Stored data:
-.-.-

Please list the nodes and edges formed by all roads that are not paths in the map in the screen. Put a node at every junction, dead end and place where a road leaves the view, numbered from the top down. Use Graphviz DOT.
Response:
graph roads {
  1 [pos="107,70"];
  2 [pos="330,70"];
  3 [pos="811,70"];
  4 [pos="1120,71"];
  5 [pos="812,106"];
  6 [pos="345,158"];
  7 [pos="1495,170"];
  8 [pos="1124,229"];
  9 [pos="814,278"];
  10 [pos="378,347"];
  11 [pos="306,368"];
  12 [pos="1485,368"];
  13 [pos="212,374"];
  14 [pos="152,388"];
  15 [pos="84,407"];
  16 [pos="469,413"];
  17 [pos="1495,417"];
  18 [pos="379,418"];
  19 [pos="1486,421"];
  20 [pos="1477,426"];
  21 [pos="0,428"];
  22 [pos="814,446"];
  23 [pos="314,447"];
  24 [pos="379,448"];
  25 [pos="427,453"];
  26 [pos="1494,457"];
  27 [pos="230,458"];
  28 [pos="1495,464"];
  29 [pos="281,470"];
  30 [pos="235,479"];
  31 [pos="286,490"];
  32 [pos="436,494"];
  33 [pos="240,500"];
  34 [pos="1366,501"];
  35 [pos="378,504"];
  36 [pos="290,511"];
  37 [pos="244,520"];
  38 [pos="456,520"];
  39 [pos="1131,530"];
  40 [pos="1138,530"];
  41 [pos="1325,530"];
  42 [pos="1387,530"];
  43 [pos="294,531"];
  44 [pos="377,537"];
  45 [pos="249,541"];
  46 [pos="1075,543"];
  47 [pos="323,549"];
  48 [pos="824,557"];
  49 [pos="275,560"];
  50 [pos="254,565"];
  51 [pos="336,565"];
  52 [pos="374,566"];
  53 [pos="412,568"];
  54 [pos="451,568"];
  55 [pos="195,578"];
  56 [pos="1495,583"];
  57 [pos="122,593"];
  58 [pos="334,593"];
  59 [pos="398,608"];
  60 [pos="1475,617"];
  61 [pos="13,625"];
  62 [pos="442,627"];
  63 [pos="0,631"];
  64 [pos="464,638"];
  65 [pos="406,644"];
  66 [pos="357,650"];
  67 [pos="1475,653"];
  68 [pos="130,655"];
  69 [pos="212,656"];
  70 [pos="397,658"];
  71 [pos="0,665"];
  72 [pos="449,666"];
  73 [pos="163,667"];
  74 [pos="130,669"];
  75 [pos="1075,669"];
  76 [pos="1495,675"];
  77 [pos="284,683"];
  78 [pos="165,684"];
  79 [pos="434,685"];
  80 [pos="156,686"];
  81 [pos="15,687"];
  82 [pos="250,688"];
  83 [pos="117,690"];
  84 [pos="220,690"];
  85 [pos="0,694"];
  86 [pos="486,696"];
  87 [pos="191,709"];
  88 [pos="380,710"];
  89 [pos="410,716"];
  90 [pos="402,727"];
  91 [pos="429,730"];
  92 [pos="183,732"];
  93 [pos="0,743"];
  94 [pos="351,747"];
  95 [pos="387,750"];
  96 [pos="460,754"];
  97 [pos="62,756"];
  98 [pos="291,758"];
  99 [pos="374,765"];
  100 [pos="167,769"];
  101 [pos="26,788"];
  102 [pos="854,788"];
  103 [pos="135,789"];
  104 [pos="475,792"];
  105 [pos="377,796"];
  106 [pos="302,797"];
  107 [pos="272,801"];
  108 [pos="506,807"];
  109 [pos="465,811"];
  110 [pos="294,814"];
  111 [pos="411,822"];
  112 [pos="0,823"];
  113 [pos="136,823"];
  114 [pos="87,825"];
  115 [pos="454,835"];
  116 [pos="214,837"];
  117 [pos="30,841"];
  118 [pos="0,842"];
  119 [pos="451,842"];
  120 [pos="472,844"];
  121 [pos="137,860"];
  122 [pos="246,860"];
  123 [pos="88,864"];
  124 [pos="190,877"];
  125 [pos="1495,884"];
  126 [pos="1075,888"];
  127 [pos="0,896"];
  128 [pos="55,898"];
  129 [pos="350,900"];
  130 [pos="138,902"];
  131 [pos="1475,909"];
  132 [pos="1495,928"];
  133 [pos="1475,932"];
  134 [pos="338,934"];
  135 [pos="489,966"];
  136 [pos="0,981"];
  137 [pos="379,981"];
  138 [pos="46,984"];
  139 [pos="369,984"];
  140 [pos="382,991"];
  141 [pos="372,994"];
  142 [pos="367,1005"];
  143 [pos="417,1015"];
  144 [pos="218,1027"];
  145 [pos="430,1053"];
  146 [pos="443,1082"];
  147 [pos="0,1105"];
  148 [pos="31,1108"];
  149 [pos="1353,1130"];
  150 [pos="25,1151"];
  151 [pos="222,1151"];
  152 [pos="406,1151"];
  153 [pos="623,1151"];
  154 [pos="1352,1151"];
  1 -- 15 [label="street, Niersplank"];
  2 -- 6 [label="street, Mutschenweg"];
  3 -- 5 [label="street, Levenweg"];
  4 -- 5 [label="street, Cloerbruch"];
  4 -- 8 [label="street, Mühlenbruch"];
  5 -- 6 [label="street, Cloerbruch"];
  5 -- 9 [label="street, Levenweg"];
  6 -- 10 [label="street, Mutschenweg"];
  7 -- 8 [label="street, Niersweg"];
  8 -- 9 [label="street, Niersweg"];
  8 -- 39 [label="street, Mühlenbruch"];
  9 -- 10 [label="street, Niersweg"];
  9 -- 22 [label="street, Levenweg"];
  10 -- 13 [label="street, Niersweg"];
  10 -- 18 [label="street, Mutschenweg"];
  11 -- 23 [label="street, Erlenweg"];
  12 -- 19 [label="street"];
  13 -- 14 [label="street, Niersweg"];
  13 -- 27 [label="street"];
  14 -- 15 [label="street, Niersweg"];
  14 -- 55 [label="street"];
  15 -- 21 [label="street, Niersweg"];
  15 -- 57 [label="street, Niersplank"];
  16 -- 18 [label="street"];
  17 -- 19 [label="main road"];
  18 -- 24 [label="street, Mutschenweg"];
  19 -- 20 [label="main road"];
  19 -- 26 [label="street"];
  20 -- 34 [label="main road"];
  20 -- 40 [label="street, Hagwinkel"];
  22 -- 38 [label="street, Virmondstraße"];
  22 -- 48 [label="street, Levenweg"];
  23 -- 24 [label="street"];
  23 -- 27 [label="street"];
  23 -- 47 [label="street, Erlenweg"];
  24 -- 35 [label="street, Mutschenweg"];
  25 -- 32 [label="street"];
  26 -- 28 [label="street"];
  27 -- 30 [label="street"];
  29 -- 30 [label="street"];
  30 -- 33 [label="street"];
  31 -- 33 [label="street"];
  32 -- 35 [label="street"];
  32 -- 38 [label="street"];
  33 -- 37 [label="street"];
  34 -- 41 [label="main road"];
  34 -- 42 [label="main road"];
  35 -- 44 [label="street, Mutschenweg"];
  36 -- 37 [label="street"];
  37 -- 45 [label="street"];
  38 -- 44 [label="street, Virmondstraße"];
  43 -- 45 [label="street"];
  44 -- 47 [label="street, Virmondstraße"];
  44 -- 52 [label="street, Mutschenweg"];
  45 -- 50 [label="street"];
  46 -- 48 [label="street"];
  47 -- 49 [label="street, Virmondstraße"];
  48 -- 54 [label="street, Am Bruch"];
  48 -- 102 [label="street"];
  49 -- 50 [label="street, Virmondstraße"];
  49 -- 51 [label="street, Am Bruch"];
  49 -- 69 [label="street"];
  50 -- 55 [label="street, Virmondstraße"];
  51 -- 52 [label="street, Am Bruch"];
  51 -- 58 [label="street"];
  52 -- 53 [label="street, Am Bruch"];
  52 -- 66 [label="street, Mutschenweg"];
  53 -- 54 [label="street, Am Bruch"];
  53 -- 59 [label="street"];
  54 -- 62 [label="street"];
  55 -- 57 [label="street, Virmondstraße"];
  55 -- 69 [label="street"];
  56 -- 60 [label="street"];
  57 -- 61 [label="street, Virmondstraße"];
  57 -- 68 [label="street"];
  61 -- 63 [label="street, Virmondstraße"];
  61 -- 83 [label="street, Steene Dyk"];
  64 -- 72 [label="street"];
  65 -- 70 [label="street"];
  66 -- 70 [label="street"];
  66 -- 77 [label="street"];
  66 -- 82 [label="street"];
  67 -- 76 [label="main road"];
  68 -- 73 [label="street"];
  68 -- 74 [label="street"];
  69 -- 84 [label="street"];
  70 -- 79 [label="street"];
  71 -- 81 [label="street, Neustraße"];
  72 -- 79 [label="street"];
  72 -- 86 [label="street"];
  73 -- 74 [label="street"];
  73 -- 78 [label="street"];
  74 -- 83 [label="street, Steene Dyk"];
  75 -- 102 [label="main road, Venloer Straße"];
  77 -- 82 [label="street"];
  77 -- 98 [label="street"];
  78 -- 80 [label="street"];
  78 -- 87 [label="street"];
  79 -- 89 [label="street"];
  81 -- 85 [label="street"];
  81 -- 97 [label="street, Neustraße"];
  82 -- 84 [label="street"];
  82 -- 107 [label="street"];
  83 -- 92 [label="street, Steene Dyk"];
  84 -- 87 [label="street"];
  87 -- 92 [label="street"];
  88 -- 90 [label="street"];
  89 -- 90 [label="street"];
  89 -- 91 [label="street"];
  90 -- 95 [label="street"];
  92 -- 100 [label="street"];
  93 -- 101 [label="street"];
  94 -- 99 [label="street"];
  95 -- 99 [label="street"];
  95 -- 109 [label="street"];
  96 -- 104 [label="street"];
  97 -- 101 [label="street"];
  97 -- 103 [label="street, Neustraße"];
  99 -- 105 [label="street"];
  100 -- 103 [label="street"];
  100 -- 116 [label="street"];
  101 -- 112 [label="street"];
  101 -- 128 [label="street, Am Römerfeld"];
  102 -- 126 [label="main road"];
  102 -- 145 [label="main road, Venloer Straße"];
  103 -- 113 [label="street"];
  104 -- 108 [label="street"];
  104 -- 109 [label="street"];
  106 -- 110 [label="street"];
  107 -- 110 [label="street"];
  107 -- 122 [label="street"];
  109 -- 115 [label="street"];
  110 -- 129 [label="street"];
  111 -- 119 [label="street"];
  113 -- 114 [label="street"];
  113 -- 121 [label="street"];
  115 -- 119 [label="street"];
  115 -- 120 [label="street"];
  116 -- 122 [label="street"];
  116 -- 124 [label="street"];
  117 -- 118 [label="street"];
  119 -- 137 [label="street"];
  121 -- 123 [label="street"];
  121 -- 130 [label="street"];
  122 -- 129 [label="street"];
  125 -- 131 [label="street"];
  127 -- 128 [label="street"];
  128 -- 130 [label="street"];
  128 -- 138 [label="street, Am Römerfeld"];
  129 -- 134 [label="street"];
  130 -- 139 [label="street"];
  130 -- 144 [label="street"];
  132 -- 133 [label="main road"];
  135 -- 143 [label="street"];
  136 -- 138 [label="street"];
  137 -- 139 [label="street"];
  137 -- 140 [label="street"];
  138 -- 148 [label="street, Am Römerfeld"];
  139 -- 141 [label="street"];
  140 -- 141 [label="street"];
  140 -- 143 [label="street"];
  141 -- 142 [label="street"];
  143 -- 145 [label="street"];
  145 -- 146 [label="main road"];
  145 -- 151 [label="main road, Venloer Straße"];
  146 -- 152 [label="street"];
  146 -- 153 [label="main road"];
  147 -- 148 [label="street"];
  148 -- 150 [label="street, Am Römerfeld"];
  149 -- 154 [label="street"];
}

-.-.-

Return every line in the records that includes the string "Niersweg".

Written answer:
  7 -- 8 [label="street, Niersweg"];
  8 -- 9 [label="street, Niersweg"];
  9 -- 10 [label="street, Niersweg"];
  10 -- 13 [label="street, Niersweg"];
  13 -- 14 [label="street, Niersweg"];
  14 -- 15 [label="street, Niersweg"];
  15 -- 21 [label="street, Niersweg"];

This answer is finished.